• **Try it**
Word for word, repeat each entry that follows.

• **The data**
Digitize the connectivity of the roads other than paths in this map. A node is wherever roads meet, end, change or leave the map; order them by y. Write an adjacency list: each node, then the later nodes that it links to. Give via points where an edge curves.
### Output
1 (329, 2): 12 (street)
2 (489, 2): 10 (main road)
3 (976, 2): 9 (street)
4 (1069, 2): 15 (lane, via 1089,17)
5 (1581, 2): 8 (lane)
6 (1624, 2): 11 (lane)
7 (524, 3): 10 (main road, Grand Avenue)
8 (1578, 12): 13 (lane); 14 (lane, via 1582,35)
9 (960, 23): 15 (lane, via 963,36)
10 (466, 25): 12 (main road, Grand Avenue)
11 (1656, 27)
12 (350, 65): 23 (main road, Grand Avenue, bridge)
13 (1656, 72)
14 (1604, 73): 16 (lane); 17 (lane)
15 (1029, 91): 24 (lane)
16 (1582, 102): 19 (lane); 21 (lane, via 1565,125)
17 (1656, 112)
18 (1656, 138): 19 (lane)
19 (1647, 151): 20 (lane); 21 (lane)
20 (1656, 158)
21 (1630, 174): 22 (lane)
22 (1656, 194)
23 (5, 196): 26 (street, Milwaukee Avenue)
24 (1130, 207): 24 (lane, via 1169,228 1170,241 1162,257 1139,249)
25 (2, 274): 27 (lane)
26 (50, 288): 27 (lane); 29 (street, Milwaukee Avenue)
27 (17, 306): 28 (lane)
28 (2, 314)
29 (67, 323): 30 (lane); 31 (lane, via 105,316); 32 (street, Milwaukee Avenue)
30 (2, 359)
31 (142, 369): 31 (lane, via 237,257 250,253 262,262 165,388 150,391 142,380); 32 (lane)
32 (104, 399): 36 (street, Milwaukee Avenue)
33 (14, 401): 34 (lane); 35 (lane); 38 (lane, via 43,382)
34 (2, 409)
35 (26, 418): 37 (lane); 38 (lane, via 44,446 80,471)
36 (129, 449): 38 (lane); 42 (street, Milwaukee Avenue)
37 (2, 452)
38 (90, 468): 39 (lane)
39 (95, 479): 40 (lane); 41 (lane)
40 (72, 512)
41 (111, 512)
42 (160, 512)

• **Response to the exercise**
Digitize the connectivity of the roads other than paths in this map. A node is wherever roads meet, end, change or leave the map; order them by y. Write an adjacency list: each node, then the later nodes that it links to. Give via points where an edge curves.
### Output
1 (329, 2): 12 (street)
2 (489, 2): 10 (main road)
3 (976, 2): 9 (street)
4 (1069, 2): 15 (lane, via 1089,17)
5 (1581, 2): 8 (lane)
6 (1624, 2): 11 (lane)
7 (524, 3): 10 (main road, Grand Avenue)
8 (1578, 12): 13 (lane); 14 (lane, via 1582,35)
9 (960, 23): 15 (lane, via 963,36)
10 (466, 25): 12 (main road, Grand Avenue)
11 (1656, 27)
12 (350, 65): 23 (main road, Grand Avenue, bridge)
13 (1656, 72)
14 (1604, 73): 16 (lane); 17 (lane)
15 (1029, 91): 24 (lane)
16 (1582, 102): 19 (lane); 21 (lane, via 1565,125)
17 (1656, 112)
18 (1656, 138): 19 (lane)
19 (1647, 151): 20 (lane); 21 (lane)
20 (1656, 158)
21 (1630, 174): 22 (lane)
22 (1656, 194)
23 (5, 196): 26 (street, Milwaukee Avenue)
24 (1130, 207): 24 (lane, via 1169,228 1170,241 1162,257 1139,249)
25 (2, 274): 27 (lane)
26 (50, 288): 27 (lane); 29 (street, Milwaukee Avenue)
27 (17, 306): 28 (lane)
28 (2, 314)
29 (67, 323): 30 (lane); 31 (lane, via 105,316); 32 (street, Milwaukee Avenue)
30 (2, 359)
31 (142, 369): 31 (lane, via 237,257 250,253 262,262 165,388 150,391 142,380); 32 (lane)
32 (104, 399): 36 (street, Milwaukee Avenue)
33 (14, 401): 34 (lane); 35 (lane); 38 (lane, via 43,382)
34 (2, 409)
35 (26, 418): 37 (lane); 38 (lane, via 44,446 80,471)
36 (129, 449): 38 (lane); 42 (street, Milwaukee Avenue)
37 (2, 452)
38 (90, 468): 39 (lane)
39 (95, 479): 40 (lane); 41 (lane)
40 (72, 512)
41 (111, 512)
42 (160, 512)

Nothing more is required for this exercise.